Travis also said that at times he and his peanut-sized Southern peers all received cartons of fruit punch rather than cartons of milk. Now that is just plain crazy talk.
I’m pleasantly surprised with this list from the editors of Shape.com. Apparently, these are the 12 best superfoods for women. I’m not sure how the list was put together or why these particular foods are good for women, but I’m using it as an excuse to eat more potatoes and chocolate.
Alright, I admit it. I went on an enormous blog hiatus, but I’m ready to repent, reform and regurgitate some of my happenings. Truthfully, while I was blog-mute I still thought about items I could post or should post. I simply let my laziness, packed schedule, crisis-control status, trips out of state, and other interruptions divert my attention.
When I began this list a few days ago I planned to make a chronicle of 101 events that occurred in the upheaval of moves, visitors, and the cold season. Instead, I’m just going to keep going down the list and when I can’t think of anything else to say, that will be that. No need to ramble on and on to achieve a long list when my “short list” is still a daunting endeavor. Oh, and these items are not in chronological order.
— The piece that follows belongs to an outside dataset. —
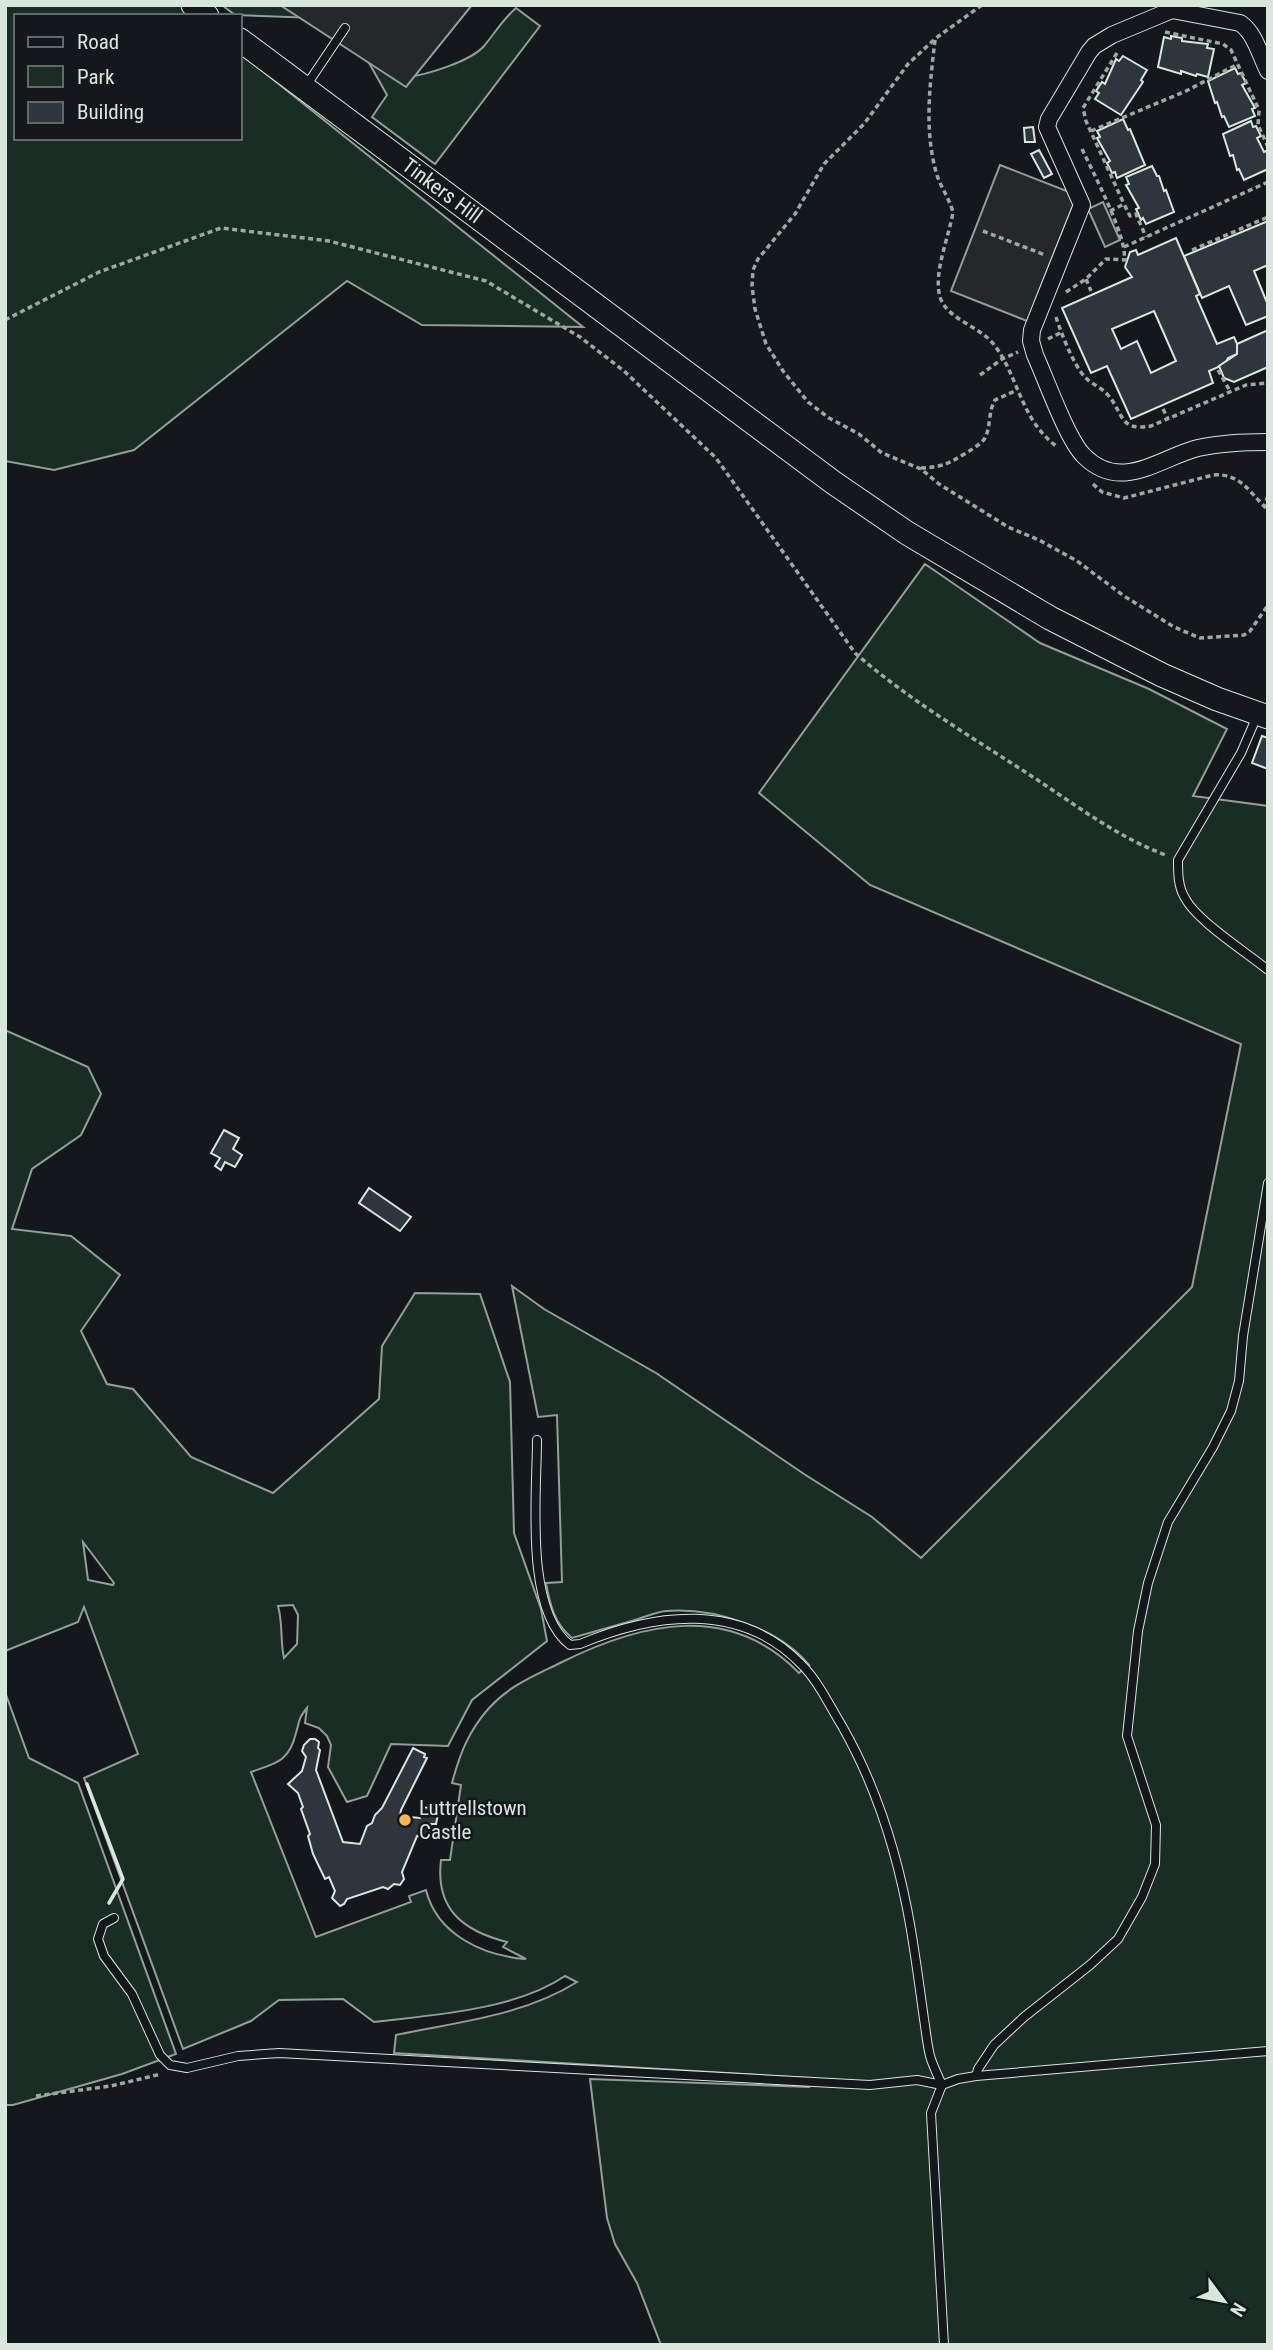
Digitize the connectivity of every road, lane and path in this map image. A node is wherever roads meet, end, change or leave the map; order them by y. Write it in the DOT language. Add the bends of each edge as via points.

Sorry, but it’s just not happening.
1. Austrian and boyfriend stormed Savannah and proceeded to taste test their way through the city. After all, eating is what Savannahians like to do best.
2. An outing to the dance club with the aforementioned fellas reminded me of my college days.
3. My first road trip from Georgia to the Sunshine State. St. Petersburg’s bays and bridges are amazing.
4. Blustery beach strolls.
5. Finishing the never-ending fence. I will have to find a new hobby because I can no longer look into the backyard to see the construction or, more commonly, static state of the fence.
6. Distinguishing theirs from ours. Once Cora and Harold decided to move to Boulder we had turn the house upside down. In its most basic sense, we had to separate out the big from the small. Notice the random assortment of crap in my room, and how necessities like a bed and floor space were in no way decipherable?
7. Finally finding an excuse to assemble the bedroom furniture I bought in October.
8. Valentine’s Day plotting and mailing.
9. Trim taping.
10. Priming.
11. Painting.
12. More Painting. Thank goodness for helpful friends.
13. Cleaning. Dust bunnies, dust rabbits, and dust gazelles galore.
14. Mattress testing and buying. I think this is a strange, but possibly addictive phenomenon.
15. Watching a B&D Burger Challenge. My spectatorship of two men attempting to individually eat a three-pound hamburger and a one-pound basket of fries in 40 minutes started out amusing and ended in sympathy.
16. Coffee breaks. Note, when you buy a new coffee maker you should also buy its companion filters, otherwise it is just a counter top decoration and you still need to call in reinforcements for a caffeine fix.
17. Vacuum purchases.
18. Vacuum returns and re-purchases. Plaster dust, cat hair, rocks, dirt and other miscellaneous debris were too much for the little guy. RIP.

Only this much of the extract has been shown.